A basic conditional notification function might look like this:

function onEdit(e) {
  var sheet = e.source.getActiveSheet();
  var range = e.range;
  if (range.getColumn() == 4 && e.value == "Approved") {
    MailApp.sendEmail("manager@company.com", "Approval Required", "A new item has been approved in the tracker.");
  }
}

Best for: Teams with someone comfortable writing basic JavaScript who needs conditional logic, row level triggers, or integrations with other Google services (Gmail, Calendar, Drive). Not well suited for complex multi step workflows or non Google integrations without additional API work.

Method 3: Zapier or Make (No Code Automation Tools)

Zapier and Make (formerly Integromat) are dedicated workflow automation platforms that connect Google Sheets to hundreds of other tools, with no code required. They work by triggering an action in another app whenever something changes in the spreadsheet.

How it works: In Zapier or Make, create a "Zap" or "Scenario" that starts with a Google Sheets trigger (such as "New row added" or "Row updated") and ends with an action in another tool (such as "Create task in Asana," "Send message in Slack," or "Add contact in HubSpot").

Example workflow: A new row is added to a Google Sheets intake form response sheet. Zapier detects the new row, creates a task in Asana assigned to the relevant team member, and sends a Slack notification to the team channel.

Best for: Connecting Google Sheets data to other tools without writing code. Zapier's free plan supports a limited number of Zaps and runs per month, and more complex multi step workflows or higher volumes require a paid plan.

Limitation: Zapier and Make workflows still require someone to set up and maintain the connections, and the logic lives in the automation tool rather than in the spreadsheet itself, which can make troubleshooting harder when something breaks.

Method 4: Connect Google Sheets to a No Code Portal Builder

When the workflow involves a team submitting requests, managers approving them, and statuses being tracked in one place, a no code tool connected to the Google Sheets data can handle the full workflow, replacing the mix of spreadsheet edits, email notifications, and Zapier triggers with a single, purpose built interface.

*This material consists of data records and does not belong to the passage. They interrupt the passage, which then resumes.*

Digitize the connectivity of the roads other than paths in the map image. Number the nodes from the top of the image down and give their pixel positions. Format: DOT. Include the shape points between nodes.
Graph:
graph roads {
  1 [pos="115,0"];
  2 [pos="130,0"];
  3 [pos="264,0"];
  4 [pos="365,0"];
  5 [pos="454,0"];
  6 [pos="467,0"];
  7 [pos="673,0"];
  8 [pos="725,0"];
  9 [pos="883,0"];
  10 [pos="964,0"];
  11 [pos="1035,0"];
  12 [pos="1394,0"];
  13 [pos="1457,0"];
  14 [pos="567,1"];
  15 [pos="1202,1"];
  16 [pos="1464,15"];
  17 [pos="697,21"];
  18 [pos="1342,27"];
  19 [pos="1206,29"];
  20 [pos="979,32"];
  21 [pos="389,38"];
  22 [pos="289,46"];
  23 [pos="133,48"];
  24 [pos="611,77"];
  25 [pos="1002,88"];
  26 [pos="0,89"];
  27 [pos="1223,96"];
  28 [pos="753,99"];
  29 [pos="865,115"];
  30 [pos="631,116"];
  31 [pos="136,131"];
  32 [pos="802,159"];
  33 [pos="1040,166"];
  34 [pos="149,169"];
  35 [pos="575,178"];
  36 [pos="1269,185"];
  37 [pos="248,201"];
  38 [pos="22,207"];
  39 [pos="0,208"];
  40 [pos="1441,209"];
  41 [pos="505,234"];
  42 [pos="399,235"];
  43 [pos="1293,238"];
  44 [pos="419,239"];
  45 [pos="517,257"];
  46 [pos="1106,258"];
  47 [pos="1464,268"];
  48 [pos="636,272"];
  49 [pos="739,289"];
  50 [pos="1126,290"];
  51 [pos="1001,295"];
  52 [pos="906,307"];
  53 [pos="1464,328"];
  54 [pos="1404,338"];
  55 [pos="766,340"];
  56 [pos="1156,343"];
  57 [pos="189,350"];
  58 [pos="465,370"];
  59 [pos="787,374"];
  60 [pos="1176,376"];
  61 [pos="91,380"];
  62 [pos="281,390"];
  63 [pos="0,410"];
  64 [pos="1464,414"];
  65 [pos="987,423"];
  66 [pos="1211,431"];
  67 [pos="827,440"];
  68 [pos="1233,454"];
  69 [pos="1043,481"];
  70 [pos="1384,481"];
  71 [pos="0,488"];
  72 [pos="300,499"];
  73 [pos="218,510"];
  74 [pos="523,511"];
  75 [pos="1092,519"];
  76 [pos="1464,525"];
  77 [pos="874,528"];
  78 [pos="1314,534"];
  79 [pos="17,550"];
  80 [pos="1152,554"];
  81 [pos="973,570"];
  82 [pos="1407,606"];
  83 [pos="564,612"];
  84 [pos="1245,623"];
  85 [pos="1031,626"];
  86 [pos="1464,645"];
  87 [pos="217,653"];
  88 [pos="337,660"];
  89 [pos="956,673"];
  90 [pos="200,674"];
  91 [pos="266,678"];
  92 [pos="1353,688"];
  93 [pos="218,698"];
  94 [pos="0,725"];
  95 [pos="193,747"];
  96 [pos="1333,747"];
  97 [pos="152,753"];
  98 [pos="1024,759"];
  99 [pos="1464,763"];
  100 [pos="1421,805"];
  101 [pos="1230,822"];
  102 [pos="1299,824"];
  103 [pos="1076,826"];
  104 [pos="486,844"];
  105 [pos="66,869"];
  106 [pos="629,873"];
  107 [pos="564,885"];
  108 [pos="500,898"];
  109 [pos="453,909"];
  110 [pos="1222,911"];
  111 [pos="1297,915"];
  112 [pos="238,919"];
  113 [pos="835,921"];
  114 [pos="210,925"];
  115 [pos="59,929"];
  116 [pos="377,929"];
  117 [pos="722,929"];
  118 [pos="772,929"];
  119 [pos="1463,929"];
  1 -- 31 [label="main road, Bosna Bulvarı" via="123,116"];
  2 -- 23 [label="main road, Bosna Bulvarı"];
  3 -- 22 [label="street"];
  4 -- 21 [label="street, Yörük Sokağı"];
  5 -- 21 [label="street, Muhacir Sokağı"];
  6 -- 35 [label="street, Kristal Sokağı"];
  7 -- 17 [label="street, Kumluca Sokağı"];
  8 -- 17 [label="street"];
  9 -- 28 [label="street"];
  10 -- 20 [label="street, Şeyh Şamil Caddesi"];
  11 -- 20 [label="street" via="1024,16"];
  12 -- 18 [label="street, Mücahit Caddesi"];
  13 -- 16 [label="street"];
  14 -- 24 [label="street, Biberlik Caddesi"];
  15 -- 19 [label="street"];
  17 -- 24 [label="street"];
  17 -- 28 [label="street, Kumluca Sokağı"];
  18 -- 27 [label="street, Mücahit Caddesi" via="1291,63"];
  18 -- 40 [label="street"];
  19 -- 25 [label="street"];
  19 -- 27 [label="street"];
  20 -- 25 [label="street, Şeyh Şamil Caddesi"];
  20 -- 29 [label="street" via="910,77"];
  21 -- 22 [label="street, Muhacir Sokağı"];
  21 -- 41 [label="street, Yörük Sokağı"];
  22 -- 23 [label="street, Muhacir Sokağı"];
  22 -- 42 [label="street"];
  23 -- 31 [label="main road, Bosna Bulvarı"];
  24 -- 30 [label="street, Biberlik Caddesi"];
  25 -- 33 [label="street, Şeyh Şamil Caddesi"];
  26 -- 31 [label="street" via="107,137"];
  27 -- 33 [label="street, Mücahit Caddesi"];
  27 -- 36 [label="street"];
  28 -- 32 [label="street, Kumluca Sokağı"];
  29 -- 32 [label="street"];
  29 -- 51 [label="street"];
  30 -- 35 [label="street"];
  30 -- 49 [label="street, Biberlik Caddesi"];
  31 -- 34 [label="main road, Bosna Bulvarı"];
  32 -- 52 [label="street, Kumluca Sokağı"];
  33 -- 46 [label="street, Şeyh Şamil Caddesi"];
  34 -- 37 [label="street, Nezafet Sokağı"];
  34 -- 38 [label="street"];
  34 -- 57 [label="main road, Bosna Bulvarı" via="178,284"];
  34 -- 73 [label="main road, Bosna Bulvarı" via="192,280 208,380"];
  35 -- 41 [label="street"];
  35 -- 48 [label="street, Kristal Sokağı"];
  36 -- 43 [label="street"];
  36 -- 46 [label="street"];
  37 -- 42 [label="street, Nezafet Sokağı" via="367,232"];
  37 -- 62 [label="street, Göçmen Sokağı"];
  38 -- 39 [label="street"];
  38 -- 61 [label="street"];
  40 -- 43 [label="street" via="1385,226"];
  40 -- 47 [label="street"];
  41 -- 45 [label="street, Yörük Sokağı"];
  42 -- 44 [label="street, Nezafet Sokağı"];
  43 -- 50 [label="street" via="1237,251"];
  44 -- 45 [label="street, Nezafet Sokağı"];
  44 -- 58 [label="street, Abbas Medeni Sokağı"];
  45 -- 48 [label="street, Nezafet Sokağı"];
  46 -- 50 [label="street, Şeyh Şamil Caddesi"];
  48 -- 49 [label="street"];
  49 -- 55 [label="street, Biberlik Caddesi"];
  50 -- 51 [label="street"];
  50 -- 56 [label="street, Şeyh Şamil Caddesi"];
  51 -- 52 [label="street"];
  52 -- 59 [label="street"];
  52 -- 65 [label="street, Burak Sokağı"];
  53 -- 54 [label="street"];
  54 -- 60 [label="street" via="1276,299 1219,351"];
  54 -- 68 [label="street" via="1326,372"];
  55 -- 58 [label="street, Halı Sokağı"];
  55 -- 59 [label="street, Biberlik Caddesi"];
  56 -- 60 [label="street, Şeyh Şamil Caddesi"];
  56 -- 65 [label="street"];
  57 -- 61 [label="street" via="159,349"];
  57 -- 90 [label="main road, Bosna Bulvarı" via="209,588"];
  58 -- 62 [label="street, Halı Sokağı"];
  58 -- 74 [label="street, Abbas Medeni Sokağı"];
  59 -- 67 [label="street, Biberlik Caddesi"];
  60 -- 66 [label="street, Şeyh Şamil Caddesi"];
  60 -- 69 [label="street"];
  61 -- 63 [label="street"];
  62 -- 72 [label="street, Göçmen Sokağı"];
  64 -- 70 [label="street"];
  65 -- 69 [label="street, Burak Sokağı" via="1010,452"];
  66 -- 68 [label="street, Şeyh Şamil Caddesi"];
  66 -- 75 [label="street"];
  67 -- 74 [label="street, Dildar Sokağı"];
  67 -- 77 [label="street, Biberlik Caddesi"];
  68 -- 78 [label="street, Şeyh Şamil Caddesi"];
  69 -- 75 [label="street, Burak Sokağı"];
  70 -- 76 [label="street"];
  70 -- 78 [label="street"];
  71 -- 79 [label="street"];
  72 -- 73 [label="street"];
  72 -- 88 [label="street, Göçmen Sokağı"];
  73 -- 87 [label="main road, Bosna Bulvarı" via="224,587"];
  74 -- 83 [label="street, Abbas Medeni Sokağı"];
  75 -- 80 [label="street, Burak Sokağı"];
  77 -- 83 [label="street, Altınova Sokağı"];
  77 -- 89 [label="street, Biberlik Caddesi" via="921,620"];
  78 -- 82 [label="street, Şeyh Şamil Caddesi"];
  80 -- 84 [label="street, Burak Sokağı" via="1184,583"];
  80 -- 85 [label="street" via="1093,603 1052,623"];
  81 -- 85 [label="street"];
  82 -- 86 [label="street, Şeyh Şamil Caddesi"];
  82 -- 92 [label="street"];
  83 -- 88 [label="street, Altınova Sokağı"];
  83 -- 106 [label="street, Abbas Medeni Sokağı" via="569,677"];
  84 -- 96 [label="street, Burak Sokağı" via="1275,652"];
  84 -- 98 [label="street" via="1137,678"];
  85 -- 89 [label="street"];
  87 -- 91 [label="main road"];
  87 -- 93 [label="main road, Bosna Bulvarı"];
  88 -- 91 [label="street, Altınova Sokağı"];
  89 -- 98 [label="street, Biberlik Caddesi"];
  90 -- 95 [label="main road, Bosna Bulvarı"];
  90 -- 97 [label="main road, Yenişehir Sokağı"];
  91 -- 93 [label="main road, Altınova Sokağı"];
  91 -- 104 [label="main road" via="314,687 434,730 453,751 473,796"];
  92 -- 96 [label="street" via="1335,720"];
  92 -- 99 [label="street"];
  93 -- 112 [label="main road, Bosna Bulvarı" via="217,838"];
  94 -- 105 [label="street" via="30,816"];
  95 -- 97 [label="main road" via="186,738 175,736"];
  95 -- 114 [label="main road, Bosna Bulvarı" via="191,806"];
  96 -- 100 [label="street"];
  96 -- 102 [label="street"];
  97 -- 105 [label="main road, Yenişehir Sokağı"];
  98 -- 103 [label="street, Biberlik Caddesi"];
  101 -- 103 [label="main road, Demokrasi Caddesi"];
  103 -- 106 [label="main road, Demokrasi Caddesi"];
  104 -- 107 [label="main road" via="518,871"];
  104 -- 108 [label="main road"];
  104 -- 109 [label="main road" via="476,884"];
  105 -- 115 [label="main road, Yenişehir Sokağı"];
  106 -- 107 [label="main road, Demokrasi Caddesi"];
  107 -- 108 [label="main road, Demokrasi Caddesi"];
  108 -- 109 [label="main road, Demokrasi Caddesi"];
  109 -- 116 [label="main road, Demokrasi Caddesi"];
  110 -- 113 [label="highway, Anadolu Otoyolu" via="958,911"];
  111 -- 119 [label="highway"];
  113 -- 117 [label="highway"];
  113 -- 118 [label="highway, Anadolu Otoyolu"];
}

How it works: A no code builder connects to the Google Sheets data directly. A form in the portal writes new rows to the sheet as submissions. Status updates made in the portal write back to the sheet. Notifications and routing happen within the portal's workflow settings, not through a patchwork of connected tools.

Example workflow: An employee submits a request through a portal form. The submission writes to the Google Sheet. A manager sees the pending requests in a kanban or table view in the portal. The manager updates the status to "Approved" in the portal. The sheet updates, and the employee sees the status change on their end.

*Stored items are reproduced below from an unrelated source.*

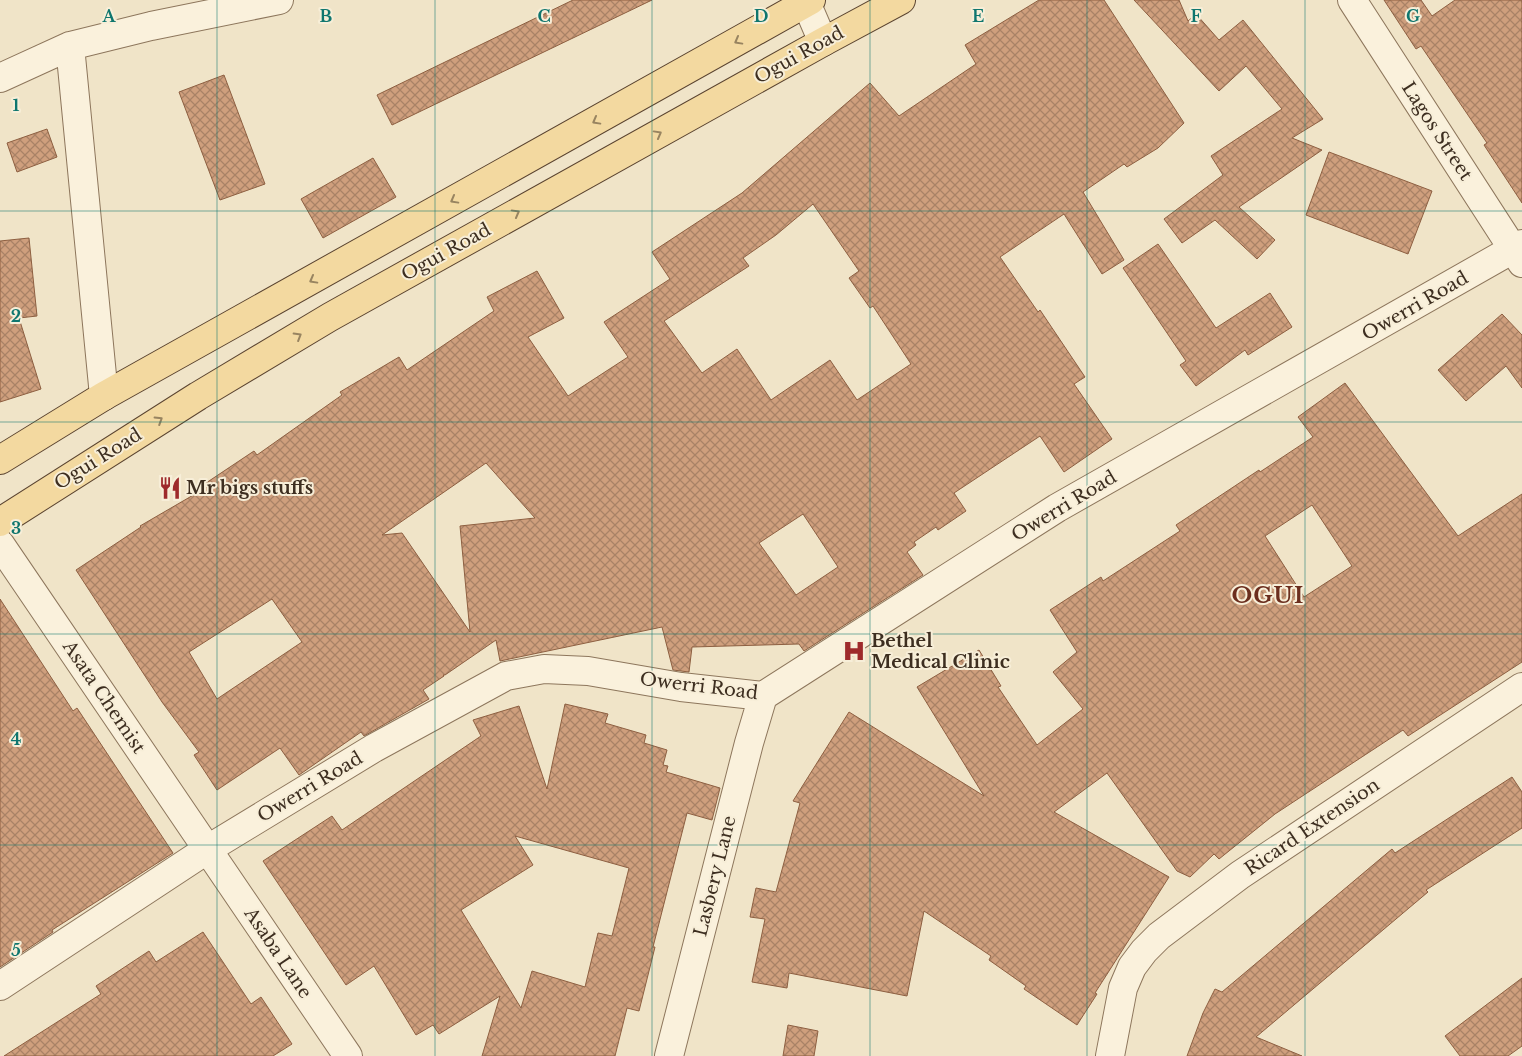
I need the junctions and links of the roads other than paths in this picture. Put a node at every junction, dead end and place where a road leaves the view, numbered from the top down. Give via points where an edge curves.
1 (280, 0) edge
2 (901, 0) edge
3 (1352, 0) edge
4 (807, 1) edge
5 (823, 42) junction
6 (70, 46) junction
7 (0, 78) edge
8 (1519, 252) edge
9 (104, 396) junction
10 (0, 460) edge
11 (0, 522) edge
12 (0, 544) edge
13 (1522, 687) edge
14 (763, 696) junction
15 (208, 849) junction
16 (0, 986) edge
17 (348, 1056) edge
18 (669, 1056) edge
19 (1110, 1056) edge

1 - 6 street
2 - 5 main road, Ogui Road
3 - 8 street, Lagos Street
4 - 5 street
4 -> 9 main road
11 -> 5 main road, Ogui Road via 198,396 330,317
6 - 7 street
6 - 9 street
8 - 14 street, Owerri Road via 1057,508
9 - 10 main road
12 - 15 street, Asata Chemist
13 - 19 street, Ricard Extension via 1240,875 1159,936 1132,967 1123,988
14 - 15 street, Owerri Road via 681,687 588,671 544,669 506,676 374,748
14 - 18 street, Lasbery Lane
15 - 16 street, Owerri Road
15 - 17 street, Asaba Lane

The spreadsheet remains the source of truth throughout. The portal is just the interface layer on top of it.

Best for: Teams that need a structured, multi step workflow with a clean user interface for both submitters and reviewers, without every participant needing access to the spreadsheet itself.

See How to Turn a Spreadsheet Into an App Without Code for more on how this approach works.

Choosing the Right Method

A simple way to pick the right approach:

  • Need a basic email alert when anyone edits the sheet: use built in notifications.
  • Need conditional logic or Google service integrations and have basic coding comfort: use Apps Script.
  • Need to connect the sheet to other tools like Slack, Asana, or HubSpot without code: use Zapier or Make.
  • Need a full workflow with a user interface, form submission, status tracking, and multi step approval: use a no code portal builder connected to the sheet.